Бонапарту было известно также, что оппозиция гнездится в политических салонах Парижа, прежде всего в салоне Жермены де Сталь. Здесь считалось с некоторых пор признаком хорошего тона превозносить генерала Моро; у него видели только одни достоинства: произнося его имя, вздыхали — вот человек, оставшийся неоцененным. Эта дама, считавшая себя, может быть даже не без доли основания, одной из самых умных женщин века, вызывала постоянное раздражение первого консула. Талейран его весьма охотно поддерживал в этих настроениях. Как заметил Баррас, Талейран не мог простить госпоже де Сталь, что она сделала его в свое время министром иностранных дел и одалживала ему деньги. Талейрана, вероятно, вполне бы устроило, если бы эту разговорчивую женщину выслали из Франции. Бонапарт начал склоняться к этой мере, но полагал, что время еще не пришло. «Передайте этой женщине, что я не Людовик XVI», — сказал он братьям, продолжавшим посещать ее салон. Это было предупреждением.

Первый консул знал также, что имеются недовольные и в кругах военных — среди генералов. Это было серьезнее, потому что здесь могли быть пущены в ход не только слова. Главарями военной оппозиции называли Бернадота, Журдана, Ожеро. Единственно опасным противником Бонапарт считал Бернадота. Шурин его старшего брата Жозефа, муж бывшей возлюбленной Наполеона Дезире Клари, почти родственник, этот хитрый гасконец уклонялся от выражений солидарности с консульским режимом. Впрочем, после Маренго эти опальные генералы были не опасны Бонапарту. Его слава как полководца была уже непоколебима. Дезе погиб; Клебер по странному совпадению был убит в Египте в тот же самый день, что и Дезе, — 14 июня; Гош умер еще раньше; все самые крупные полководцы, потенциальные соперники Бонапарта, сошли со сцены. Оставался один Моро, но у того не хватит решимости на активные действия.

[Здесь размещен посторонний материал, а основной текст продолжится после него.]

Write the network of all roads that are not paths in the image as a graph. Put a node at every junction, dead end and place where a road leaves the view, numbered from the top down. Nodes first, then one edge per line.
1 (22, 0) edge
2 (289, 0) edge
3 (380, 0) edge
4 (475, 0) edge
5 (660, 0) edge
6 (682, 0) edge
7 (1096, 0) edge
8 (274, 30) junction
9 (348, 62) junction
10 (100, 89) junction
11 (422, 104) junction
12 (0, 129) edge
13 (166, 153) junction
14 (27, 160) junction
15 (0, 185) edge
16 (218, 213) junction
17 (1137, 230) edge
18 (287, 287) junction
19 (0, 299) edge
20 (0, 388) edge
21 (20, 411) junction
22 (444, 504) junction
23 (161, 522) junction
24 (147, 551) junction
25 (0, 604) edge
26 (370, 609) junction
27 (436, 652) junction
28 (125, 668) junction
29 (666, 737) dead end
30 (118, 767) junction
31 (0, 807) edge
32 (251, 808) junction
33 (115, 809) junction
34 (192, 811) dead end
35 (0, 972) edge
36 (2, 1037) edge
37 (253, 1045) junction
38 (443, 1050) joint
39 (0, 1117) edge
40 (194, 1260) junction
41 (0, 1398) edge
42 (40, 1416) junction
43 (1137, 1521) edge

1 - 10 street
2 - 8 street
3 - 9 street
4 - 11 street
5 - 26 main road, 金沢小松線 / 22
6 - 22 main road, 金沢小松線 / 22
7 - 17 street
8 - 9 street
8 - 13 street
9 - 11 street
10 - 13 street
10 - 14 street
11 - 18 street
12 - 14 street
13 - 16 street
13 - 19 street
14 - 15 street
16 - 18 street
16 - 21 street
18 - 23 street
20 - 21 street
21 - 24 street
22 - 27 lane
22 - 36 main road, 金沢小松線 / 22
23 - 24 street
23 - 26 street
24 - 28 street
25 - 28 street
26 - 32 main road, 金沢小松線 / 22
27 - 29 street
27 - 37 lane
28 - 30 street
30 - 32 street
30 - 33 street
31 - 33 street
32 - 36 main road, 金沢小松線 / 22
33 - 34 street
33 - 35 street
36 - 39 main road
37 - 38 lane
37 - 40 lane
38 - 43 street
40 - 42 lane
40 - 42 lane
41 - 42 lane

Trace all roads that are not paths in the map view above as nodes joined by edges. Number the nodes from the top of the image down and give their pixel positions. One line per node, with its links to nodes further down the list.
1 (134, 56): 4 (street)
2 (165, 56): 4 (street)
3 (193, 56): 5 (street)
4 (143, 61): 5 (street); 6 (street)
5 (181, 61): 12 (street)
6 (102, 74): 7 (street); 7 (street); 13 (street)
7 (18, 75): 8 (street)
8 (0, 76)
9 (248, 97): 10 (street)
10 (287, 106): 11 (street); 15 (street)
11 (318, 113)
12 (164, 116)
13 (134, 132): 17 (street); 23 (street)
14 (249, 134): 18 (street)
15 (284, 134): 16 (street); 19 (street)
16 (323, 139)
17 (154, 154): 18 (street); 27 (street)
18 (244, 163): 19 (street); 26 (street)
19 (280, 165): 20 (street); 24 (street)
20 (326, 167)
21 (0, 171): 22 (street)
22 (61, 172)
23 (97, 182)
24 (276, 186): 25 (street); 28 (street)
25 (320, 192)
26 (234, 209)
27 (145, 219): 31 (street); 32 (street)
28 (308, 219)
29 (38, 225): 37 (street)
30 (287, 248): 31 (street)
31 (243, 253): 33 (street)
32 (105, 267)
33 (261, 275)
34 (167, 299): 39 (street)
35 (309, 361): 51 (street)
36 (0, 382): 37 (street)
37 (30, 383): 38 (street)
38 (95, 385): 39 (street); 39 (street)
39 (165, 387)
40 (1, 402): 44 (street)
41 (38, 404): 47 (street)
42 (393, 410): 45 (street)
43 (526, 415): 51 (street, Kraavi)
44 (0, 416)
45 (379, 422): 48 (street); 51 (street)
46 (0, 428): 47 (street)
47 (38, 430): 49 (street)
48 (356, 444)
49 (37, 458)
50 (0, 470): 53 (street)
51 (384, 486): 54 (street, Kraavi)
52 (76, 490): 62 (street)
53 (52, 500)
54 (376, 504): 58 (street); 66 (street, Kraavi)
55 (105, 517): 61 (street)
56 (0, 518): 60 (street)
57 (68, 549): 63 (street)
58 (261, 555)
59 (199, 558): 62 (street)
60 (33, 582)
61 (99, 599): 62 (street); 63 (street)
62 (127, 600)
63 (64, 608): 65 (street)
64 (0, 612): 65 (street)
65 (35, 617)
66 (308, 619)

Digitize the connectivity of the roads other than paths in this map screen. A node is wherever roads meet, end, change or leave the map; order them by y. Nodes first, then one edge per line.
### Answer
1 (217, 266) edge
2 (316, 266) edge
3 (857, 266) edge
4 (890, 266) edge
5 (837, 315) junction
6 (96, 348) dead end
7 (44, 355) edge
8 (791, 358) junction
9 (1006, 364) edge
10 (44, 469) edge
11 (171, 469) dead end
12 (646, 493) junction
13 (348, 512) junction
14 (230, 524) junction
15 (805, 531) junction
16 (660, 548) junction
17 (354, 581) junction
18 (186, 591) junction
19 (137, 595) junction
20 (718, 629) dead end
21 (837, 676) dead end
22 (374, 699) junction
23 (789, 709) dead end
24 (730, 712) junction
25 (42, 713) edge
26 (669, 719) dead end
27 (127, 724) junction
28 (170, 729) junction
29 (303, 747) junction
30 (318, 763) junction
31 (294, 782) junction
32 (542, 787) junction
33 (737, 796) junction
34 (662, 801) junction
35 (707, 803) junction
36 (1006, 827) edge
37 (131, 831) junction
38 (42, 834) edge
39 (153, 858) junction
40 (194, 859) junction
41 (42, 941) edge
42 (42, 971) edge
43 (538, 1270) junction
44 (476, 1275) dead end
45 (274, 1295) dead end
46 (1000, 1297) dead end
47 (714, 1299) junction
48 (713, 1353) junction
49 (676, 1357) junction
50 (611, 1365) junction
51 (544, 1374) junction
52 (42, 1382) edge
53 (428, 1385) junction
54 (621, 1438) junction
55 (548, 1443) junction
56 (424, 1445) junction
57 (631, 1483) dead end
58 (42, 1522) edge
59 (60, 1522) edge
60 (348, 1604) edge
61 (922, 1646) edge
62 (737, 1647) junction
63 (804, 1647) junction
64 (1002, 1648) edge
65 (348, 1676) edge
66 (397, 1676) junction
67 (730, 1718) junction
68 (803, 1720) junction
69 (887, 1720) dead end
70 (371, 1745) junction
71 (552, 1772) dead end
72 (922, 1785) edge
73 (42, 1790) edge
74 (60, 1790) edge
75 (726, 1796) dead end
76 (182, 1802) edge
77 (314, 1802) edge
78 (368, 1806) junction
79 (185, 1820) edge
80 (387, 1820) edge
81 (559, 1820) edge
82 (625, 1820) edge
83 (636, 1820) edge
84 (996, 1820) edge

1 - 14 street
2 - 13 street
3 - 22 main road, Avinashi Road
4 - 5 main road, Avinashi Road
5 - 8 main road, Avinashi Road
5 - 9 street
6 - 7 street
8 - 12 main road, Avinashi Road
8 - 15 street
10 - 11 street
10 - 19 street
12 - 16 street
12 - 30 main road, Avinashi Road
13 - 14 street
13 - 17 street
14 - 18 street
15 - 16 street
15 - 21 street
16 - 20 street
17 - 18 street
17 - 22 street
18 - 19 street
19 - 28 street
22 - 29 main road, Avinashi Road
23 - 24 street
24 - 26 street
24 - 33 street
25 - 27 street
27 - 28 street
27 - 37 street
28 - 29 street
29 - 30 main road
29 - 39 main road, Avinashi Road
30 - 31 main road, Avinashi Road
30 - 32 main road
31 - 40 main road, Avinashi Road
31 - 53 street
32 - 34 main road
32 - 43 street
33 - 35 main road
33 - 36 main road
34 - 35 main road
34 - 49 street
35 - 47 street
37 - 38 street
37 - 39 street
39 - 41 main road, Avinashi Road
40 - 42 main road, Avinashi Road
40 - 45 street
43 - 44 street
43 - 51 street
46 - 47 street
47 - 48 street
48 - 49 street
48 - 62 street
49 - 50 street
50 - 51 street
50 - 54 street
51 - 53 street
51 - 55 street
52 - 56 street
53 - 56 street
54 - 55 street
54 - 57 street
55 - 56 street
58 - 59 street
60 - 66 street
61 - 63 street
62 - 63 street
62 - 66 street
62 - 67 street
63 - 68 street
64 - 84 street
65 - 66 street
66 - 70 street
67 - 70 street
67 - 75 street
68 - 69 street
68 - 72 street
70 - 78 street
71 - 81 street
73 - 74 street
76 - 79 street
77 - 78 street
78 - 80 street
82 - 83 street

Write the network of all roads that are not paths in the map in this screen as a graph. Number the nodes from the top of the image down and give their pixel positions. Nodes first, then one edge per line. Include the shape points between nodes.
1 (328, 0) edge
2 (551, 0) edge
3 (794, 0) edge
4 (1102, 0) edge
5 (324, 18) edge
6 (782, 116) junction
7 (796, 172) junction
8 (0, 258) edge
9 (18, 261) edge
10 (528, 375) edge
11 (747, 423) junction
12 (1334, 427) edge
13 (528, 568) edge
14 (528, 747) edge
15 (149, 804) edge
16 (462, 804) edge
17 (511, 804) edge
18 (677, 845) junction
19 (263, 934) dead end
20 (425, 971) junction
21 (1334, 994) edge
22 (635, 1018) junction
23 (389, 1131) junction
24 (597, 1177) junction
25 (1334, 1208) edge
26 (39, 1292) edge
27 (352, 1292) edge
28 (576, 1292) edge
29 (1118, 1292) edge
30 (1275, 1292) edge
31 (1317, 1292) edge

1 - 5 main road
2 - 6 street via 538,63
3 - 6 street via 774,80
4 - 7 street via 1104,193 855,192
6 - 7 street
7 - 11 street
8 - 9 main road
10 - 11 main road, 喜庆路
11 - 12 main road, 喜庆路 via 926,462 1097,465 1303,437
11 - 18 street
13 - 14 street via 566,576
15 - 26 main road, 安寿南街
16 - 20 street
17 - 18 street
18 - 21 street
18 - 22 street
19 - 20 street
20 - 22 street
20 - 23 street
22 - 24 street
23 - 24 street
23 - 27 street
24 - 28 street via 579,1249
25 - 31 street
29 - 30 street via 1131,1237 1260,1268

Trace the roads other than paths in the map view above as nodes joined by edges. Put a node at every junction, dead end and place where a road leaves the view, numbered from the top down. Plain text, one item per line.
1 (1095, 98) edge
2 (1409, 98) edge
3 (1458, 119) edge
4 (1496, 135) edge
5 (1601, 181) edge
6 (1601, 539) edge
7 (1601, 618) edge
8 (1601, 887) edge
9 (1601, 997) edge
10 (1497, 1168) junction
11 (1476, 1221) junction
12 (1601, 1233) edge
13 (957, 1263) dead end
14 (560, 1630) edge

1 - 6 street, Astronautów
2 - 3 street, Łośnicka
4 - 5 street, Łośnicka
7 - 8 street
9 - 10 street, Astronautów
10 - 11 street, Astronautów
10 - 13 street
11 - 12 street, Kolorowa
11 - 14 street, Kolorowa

Преодолевая сопротивление оппозиции всех оттенков и усиливая свою личную власть или, вернее сказать, цезаристскую диктатуру, ибо он пришел к всевластию, опираясь прежде всего на армию, Бонапарт стремился затушевать, замаскировать диктаторский характер режима и создать для него помимо армии определенную социальную опору. Чрезвычайно глубокая мысль В. И. Ленина о присущей бонапартизму склонности к политике лавирования находит многократные подтверждения в истории консульства и империи[701].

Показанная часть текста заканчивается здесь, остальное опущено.